Архангельский пересыльный пункт представлял собой большой плац с высоким сплошным дощатым забором, с четырьмя вышками по углам и огромным помостом вместо тамбура, на который надо было взбираться по крутым деревянным ступеням. Барак состоял из сплошных нар по обе его стороны, где вповалку размещались мужчины и женщины.
Кроме казармы-барака на 500–600 человек, ввиду необычайного скопления народа, по бокам плаца ютились летние бараки, наспех сколоченные из жердей и горбылей, а также палатки. Через два дня мы с Дорой перешли в один из таких мужских бараков-самоделок человек на двадцать, где отгородили свой угол простынями (у нас было постельное белье из дому). После барака-гиганта тут казалось полегче.
Люди, люди, люди… Все невольно считают себя знакомыми, как в поезде, если завтра нас разведут по разным лагпунктам или, как в экспедиции, если попадем в одну точку необжитой тайги или тундры. Кто знает? Некоторые по фамилии вспоминают моего отца-литератора, другие знают Карпова, были и те, кого знала на воле, но последние обстоятельство не сближало, а скорей отдаляло, так как рубеж между волей и нынешним состоянием был непроходим. С преподавателем Заком, сотрудником ЛВШПД, узнали друг друга ближе потом, на Сивой Маске, где он в труднейших условиях сохранил неизменную интеллигентность, скромность, такт, выдержку, собранность. Доцента ЛИФЛИ Сергея Малахова видела в институте издалека, казался он несколько заносчивым, чопорным и с изрядной долей самомнения, теперь же разглядела в нем совсем иного человека — и хуже, и лучше — ему недоставало мужества, бывал он и подавлен, и политически растерян, не раз становился на позицию защиты официальной точки зрения, вилял, юлил, но, отрешившись от всего этого, писал волнующие грустные стихи в унисон нашим настроениям, а порой развлекал нас литературными каламбурами, анекдотами и знаниями поэзии; бывал прост и человечен.

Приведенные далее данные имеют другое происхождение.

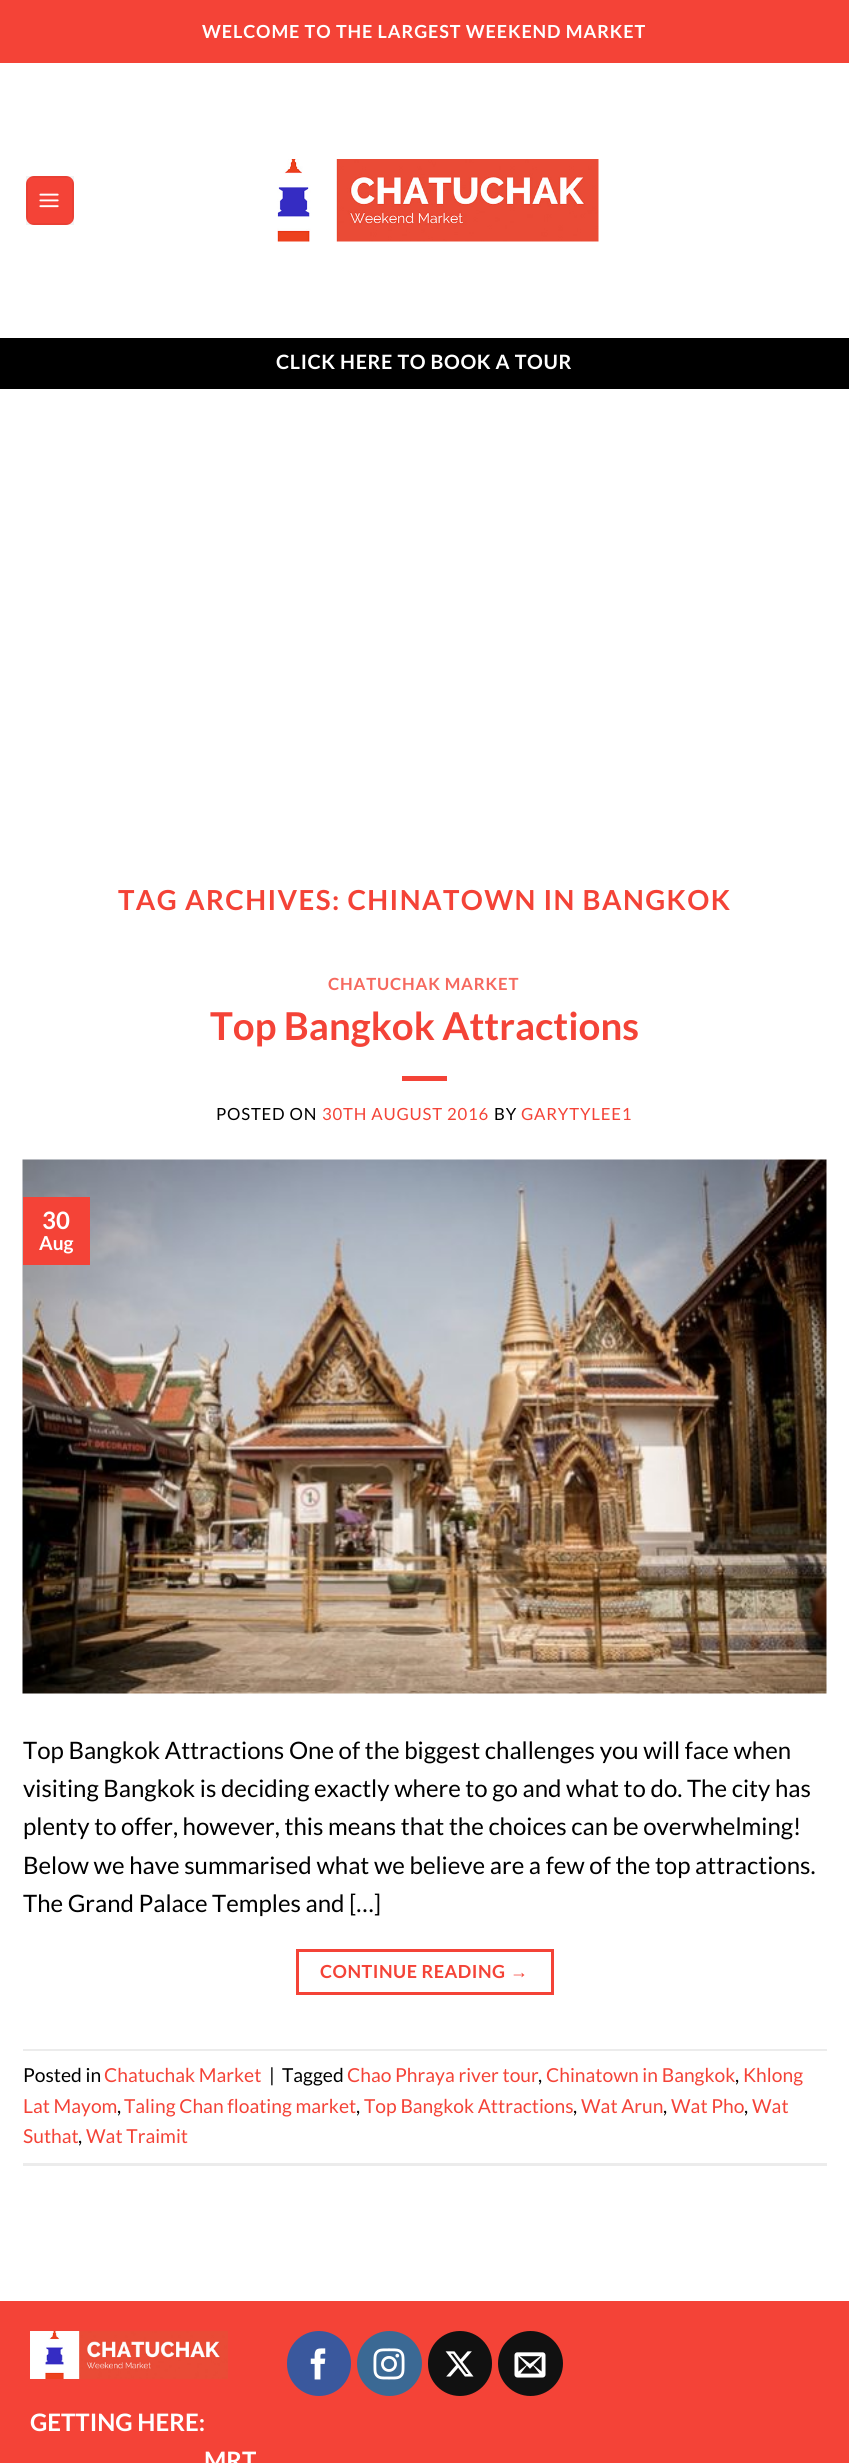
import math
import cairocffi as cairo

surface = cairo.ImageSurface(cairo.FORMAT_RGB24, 849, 2463)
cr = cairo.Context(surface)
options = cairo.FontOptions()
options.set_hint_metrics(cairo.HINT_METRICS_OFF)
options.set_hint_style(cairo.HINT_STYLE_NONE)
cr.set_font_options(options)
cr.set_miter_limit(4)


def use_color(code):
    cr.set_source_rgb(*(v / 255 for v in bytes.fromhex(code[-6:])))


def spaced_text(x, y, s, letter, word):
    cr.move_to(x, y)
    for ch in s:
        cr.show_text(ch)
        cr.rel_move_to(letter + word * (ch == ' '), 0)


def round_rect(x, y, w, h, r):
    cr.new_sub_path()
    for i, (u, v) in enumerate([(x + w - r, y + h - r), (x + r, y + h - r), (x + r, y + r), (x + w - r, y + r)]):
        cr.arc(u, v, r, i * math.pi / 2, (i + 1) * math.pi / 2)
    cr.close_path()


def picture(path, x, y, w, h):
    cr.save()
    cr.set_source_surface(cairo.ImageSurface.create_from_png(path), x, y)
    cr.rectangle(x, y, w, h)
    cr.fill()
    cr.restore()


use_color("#ffffff")
cr.paint()
use_color("#f44337")
cr.rectangle(0, 0, 849, 63)
cr.fill()
cr.select_font_face("Lato", cairo.FONT_SLANT_NORMAL, cairo.FONT_WEIGHT_BOLD)
cr.set_font_size(18)
use_color("#ffffff")
spaced_text(202, 38, "WELCOME TO THE LARGEST WEEKEND MARKET", 0.9, 0)
use_color("#f44337")
round_rect(26, 176, 48, 49, 8)
cr.fill()
cr.rectangle(27, 177, 46, 47)
cr.set_source_rgba(0, 0, 0, 0.05)
cr.stroke()
picture("img1.png", 39, 193, 20, 15)
picture("img2.png", 277, 159, 322, 83)
use_color("#000000")
cr.rectangle(0, 338, 849, 51)
cr.fill()
cr.set_font_size(19.75)
use_color("#ffffff")
spaced_text(276, 369, "CLICK HERE TO BOOK A TOUR", 0.6, 0)
cr.set_font_size(27.6)
use_color("#f44337")
spaced_text(118, 910, "TAG ARCHIVES: CHINATOWN IN BANGKOK", 1.4, 0)
cr.set_font_size(16.75)
use_color("#f6695f")
spaced_text(328, 990, "CHATUCHAK MARKET", 0.8, 0)
cr.set_font_size(38.4)
use_color("#f44337")
cr.move_to(210, 1040)
cr.show_text("Top Bangkok Attractions")
cr.rectangle(402, 1076, 45, 5)
cr.fill()
cr.select_font_face("Lato")
cr.set_font_size(16.75)
use_color("#000000")
spaced_text(216, 1120, "POSTED ON", 0.8, 0)
use_color("#f44337")
spaced_text(322, 1120, "30TH AUGUST 2016", 0.8, 0)
use_color("#000000")
spaced_text(494, 1120, "BY", 0.8, 0)
use_color("#f44337")
spaced_text(521, 1120, "GARYTYLEE1", 0.8, 0)
picture("img3.png", 22, 1159, 805, 535)
cr.rectangle(23, 1197, 67, 68)
cr.fill()
cr.select_font_face("Lato", cairo.FONT_SLANT_NORMAL, cairo.FONT_WEIGHT_BOLD)
cr.set_font_size(24)
use_color("#ffffff")
cr.move_to(42, 1229)
cr.show_text("30")
cr.set_font_size(19.25)
cr.move_to(39, 1250)
cr.show_text("Aug")
cr.select_font_face("Lato")
cr.set_font_size(24)
use_color("#000000")
cr.move_to(23, 1759)
cr.show_text("Top Bangkok Attractions One of the biggest challenges you will face when")
cr.move_to(23, 1797)
cr.show_text("visiting Bangkok is deciding exactly where to go and what to do. The city has")
cr.move_to(23, 1835)
cr.show_text("plenty to offer, however, this means that the choices can be overwhelming!")
cr.move_to(23, 1874)
cr.show_text("Below we have summarised what we believe are a few of the top attractions.")
cr.move_to(23, 1912)
cr.show_text("The Grand Palace Temples and […]")
cr.rectangle(297.5, 1950.5, 255, 43)
use_color("#f44337")
cr.set_line_width(3)
cr.stroke()
cr.select_font_face("Lato", cairo.FONT_SLANT_NORMAL, cairo.FONT_WEIGHT_BOLD)
cr.set_font_size(18)
spaced_text(320, 1978, "CONTINUE READING", 0.5, 0)
cr.select_font_face("Liberation Sans", cairo.FONT_SLANT_NORMAL, cairo.FONT_WEIGHT_BOLD)
spaced_text(510, 1978, "→", 0.5, 0)
use_color("#ececec")
cr.rectangle(23, 2049, 804, 2)
cr.fill()
cr.rectangle(23, 2163, 804, 3)
cr.fill()
cr.select_font_face("Lato")
cr.set_font_size(19.25)
use_color("#000000")
cr.move_to(23, 2082)
cr.show_text("Posted in")
use_color("#f44337")
cr.move_to(104, 2082)
cr.show_text("Chatuchak Market")
use_color("#000000")
cr.move_to(269, 2082)
cr.show_text("|")
cr.move_to(282, 2082)
cr.show_text("Tagged")
use_color("#f44337")
cr.move_to(347, 2082)
cr.show_text("Chao Phraya river tour")
use_color("#000000")
cr.move_to(538, 2082)
cr.show_text(",")
use_color("#f44337")
cr.move_to(546, 2082)
cr.show_text("Chinatown in Bangkok")
use_color("#000000")
cr.move_to(735, 2082)
cr.show_text(",")
use_color("#f44337")
cr.move_to(743, 2082)
cr.show_text("Khlong")
cr.move_to(23, 2113)
cr.show_text("Lat Mayom")
use_color("#000000")
cr.move_to(117, 2113)
cr.show_text(",")
use_color("#f44337")
cr.move_to(124, 2113)
cr.show_text("Taling Chan floating market")
use_color("#000000")
cr.move_to(356, 2113)
cr.show_text(",")
use_color("#f44337")
cr.move_to(364, 2113)
cr.show_text("Top Bangkok Attractions")
use_color("#000000")
cr.move_to(573, 2113)
cr.show_text(",")
use_color("#f44337")
cr.move_to(581, 2113)
cr.show_text("Wat Arun")
use_color("#000000")
cr.move_to(663, 2113)
cr.show_text(",")
use_color("#f44337")
cr.move_to(671, 2113)
cr.show_text("Wat Pho")
use_color("#000000")
cr.move_to(744, 2113)
cr.show_text(",")
use_color("#f44337")
cr.move_to(752, 2113)
cr.show_text("Wat")
cr.move_to(23, 2143)
cr.show_text("Suthat")
use_color("#000000")
cr.move_to(78, 2143)
cr.show_text(",")
use_color("#f44337")
cr.move_to(86, 2143)
cr.show_text("Wat Traimit")
cr.rectangle(0, 2301, 849, 162)
cr.fill()
use_color("#3a589d")
round_rect(288, 2332, 62, 63, 31)
cr.fill_preserve()
cr.set_line_width(2)
cr.stroke()
picture("img4.png", 310, 2348, 16, 32)
use_color("#3b6994")
cr.arc(389.5, 2363.5, 31.5, 0, 2 * math.pi)
cr.fill_preserve()
cr.stroke()
picture("img5.png", 373, 2348, 32, 32)
use_color("#111111")
round_rect(429, 2332, 62, 63, 31)
cr.fill_preserve()
cr.stroke()
picture("img6.png", 445, 2351, 29, 26)
cr.arc(530.5, 2363.5, 31.5, 0, 2 * math.pi)
cr.fill_preserve()
cr.stroke()
picture("img7.png", 514, 2352, 32, 26)
picture("img8.png", 30, 2331, 198, 48)
cr.select_font_face("Lato", cairo.FONT_SLANT_NORMAL, cairo.FONT_WEIGHT_BOLD)
cr.set_font_size(24)
use_color("#ffffff")
cr.move_to(30, 2431)
cr.show_text("GETTING HERE:")
cr.move_to(204, 2469)
cr.show_text("MRT")
surface.write_to_png("result.png")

В небольшом бараке, куда мы случайно попали, запомнился Ваграм Безазьян, недавно вышедший из Суздальского политизолятора, где он провел 5 лет. Переезд, этап воспринимались им как своеобразная «воля». С жадностью и любопытством всматривался Ваграм из окна вагона и с палубы пароходов в утраченную на пять лет землю, природу, просторы морей и рек, вглядывался в лица, упивался общением с людьми. После однообразия стен и книжных страниц какая-то жизнь! И потому то, что для других было лишением свободы, ему казалось относительной свободой. Он впитывал новое, как сухая губка воду, что было удивительно и трогательно. Ваграм черпал наслаждение в беседах — ему необходимо было выговориться, поведать о себе, и он рассказывал откровенно и чистосердечно. Ваграм красив, строен, но очень бледен после сидки; выразительны глаза, руки, жестикуляция. Такие лица встречаются на старинных армянских картинах. Ваграм вырос в армянской деревне, в 15 лет ушел в город, на завод, а с 19 — поступил в школу революции. Больше нигде не учился, партия всего поглотила. В изолятор попал за принадлежность к оппозиции. В 1928 году сидел в Тобольске вместе с Колей. Только там, в изоляции, говорил он, получил образование. В Суздале попал в камеру-двойник с Солнцевым, одним из видных экономистов первого выпуска Института красной профессуры. О нем Ваграм говорил с благоговением и преклонением. «С ним в камере, — говорил восторженный ученик, — я просидел четыре года. Он маг был, волшебник, колдун, чудотворец над знаниями, над всей жизнью. Он раздвинул для меня стены камеры, превратил их в университет, в семью, вселил веру. Я не смел отклоняться от занятий, имея такого учителя. Учил он меня по-своему и начал не с политэкономии, а с эпоса армянского народа, с его истории. Солнцев считал, что напитавшись соками моей земли, я быстрей приобщусь к мировой культуре. Он обучал тому, что мне было знакомо и близко с детства, а пришли мы к Марксу и Ленину.